● WHAT TO PRODUCE
Filter the data below for the string "Grove" and copy each matching line.

Stored data entries
....................
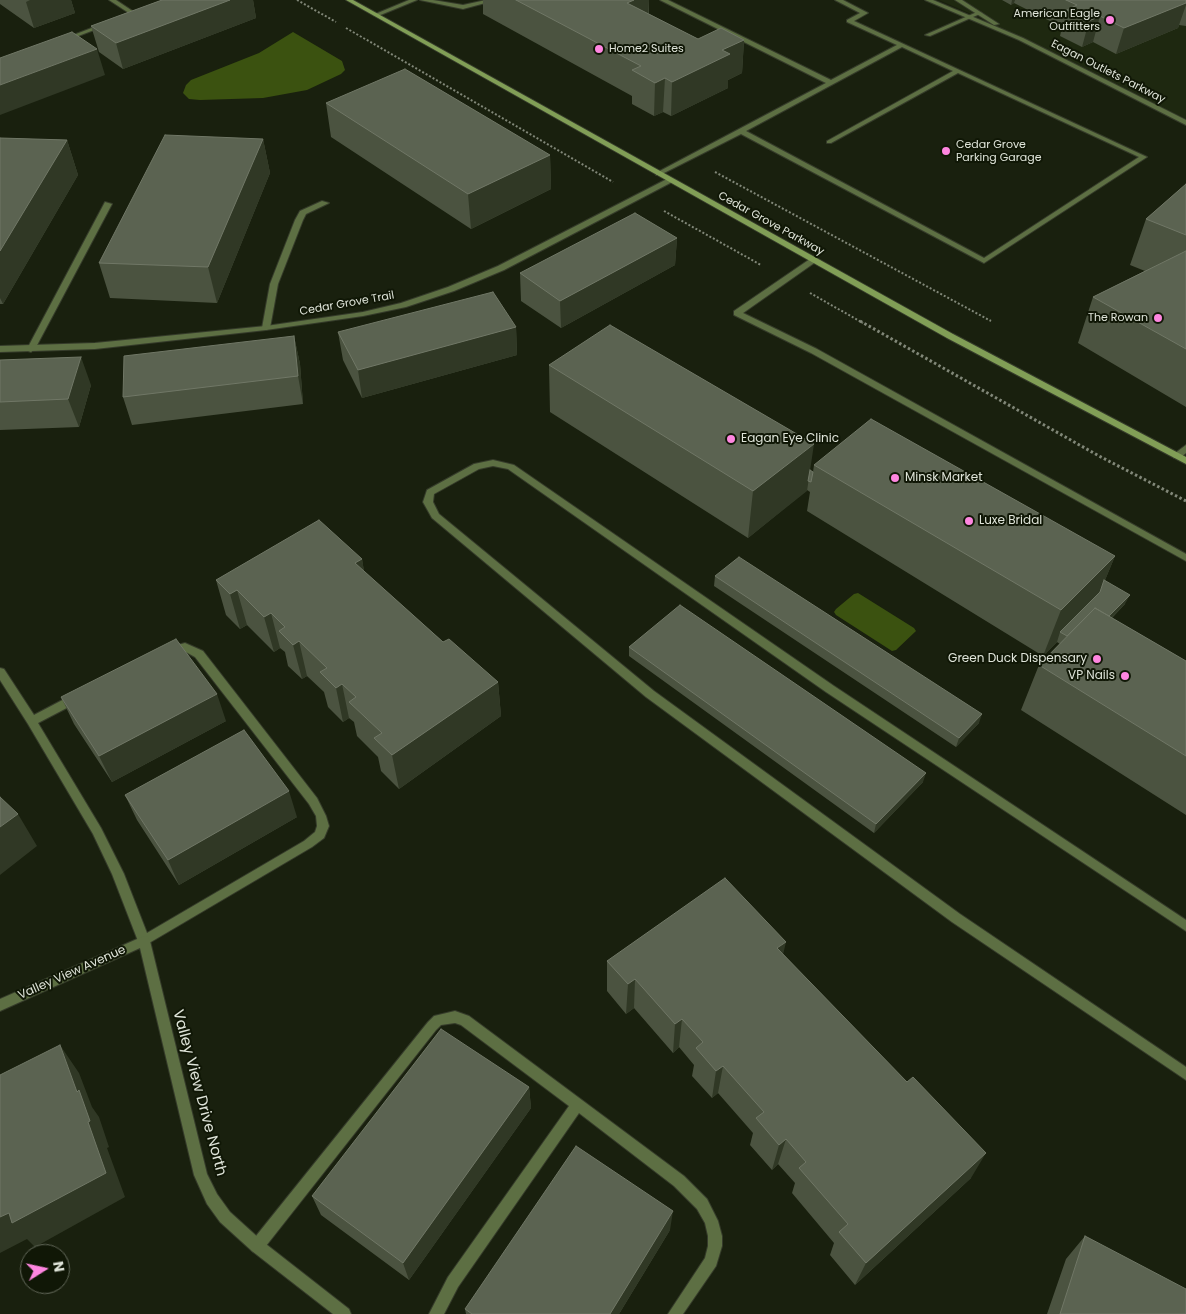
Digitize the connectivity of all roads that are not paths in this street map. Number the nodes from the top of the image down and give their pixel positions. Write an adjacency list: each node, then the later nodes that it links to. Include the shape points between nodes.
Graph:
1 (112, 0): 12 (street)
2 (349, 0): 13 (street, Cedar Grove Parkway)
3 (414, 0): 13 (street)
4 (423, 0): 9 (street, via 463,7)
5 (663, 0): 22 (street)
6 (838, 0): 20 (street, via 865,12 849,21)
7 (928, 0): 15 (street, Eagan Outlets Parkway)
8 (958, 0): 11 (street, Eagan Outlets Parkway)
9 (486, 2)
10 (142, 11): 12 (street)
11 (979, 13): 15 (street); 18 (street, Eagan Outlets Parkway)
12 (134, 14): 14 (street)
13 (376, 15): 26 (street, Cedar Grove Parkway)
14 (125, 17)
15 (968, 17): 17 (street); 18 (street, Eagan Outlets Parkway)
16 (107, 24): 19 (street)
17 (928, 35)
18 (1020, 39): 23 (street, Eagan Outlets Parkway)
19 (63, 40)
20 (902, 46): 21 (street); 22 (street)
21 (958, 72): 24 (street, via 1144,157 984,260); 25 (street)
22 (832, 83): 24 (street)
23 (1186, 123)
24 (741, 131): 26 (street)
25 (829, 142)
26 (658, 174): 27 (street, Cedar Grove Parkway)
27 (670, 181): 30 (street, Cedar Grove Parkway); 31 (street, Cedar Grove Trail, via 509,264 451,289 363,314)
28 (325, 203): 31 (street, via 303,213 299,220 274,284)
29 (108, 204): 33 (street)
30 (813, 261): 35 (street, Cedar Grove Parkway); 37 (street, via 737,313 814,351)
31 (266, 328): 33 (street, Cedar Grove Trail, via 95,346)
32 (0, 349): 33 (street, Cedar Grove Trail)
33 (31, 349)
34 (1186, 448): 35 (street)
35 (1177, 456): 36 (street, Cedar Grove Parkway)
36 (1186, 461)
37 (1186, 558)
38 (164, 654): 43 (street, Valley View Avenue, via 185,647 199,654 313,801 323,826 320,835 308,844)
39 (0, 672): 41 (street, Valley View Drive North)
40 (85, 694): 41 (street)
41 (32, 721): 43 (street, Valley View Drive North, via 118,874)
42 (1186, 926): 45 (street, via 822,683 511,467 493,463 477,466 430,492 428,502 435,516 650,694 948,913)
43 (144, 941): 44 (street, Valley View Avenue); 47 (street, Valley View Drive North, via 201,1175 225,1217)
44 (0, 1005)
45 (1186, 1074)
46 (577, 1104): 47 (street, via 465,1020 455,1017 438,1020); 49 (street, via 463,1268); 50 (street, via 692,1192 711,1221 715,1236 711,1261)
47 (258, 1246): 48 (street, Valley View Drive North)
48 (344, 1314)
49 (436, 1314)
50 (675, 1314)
....................
● COMPLETED TASK
2 (349, 0): 13 (street, Cedar Grove Parkway)
13 (376, 15): 26 (street, Cedar Grove Parkway)
26 (658, 174): 27 (street, Cedar Grove Parkway)
27 (670, 181): 30 (street, Cedar Grove Parkway); 31 (street, Cedar Grove Trail, via 509,264 451,289 363,314)
30 (813, 261): 35 (street, Cedar Grove Parkway); 37 (street, via 737,313 814,351)
31 (266, 328): 33 (street, Cedar Grove Trail, via 95,346)
32 (0, 349): 33 (street, Cedar Grove Trail)
35 (1177, 456): 36 (street, Cedar Grove Parkway)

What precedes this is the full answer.